Task brief
Write the data below out again in full, exactly as shown.

Data shown below:

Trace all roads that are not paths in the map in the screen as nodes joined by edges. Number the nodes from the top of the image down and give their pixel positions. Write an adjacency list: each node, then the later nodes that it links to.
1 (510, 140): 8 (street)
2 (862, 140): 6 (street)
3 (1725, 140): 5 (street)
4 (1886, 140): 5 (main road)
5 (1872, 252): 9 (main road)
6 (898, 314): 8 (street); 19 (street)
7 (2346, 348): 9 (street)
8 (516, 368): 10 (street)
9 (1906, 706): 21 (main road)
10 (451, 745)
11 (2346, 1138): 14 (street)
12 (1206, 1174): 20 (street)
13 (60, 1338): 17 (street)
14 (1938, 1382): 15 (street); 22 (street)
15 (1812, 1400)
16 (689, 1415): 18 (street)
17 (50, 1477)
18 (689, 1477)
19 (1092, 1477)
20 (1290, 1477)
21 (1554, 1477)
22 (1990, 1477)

End of Data shown.

Problem solution
Trace all roads that are not paths in the map in the screen as nodes joined by edges. Number the nodes from the top of the image down and give their pixel positions. Write an adjacency list: each node, then the later nodes that it links to.
1 (510, 140): 8 (street)
2 (862, 140): 6 (street)
3 (1725, 140): 5 (street)
4 (1886, 140): 5 (main road)
5 (1872, 252): 9 (main road)
6 (898, 314): 8 (street); 19 (street)
7 (2346, 348): 9 (street)
8 (516, 368): 10 (street)
9 (1906, 706): 21 (main road)
10 (451, 745)
11 (2346, 1138): 14 (street)
12 (1206, 1174): 20 (street)
13 (60, 1338): 17 (street)
14 (1938, 1382): 15 (street); 22 (street)
15 (1812, 1400)
16 (689, 1415): 18 (street)
17 (50, 1477)
18 (689, 1477)
19 (1092, 1477)
20 (1290, 1477)
21 (1554, 1477)
22 (1990, 1477)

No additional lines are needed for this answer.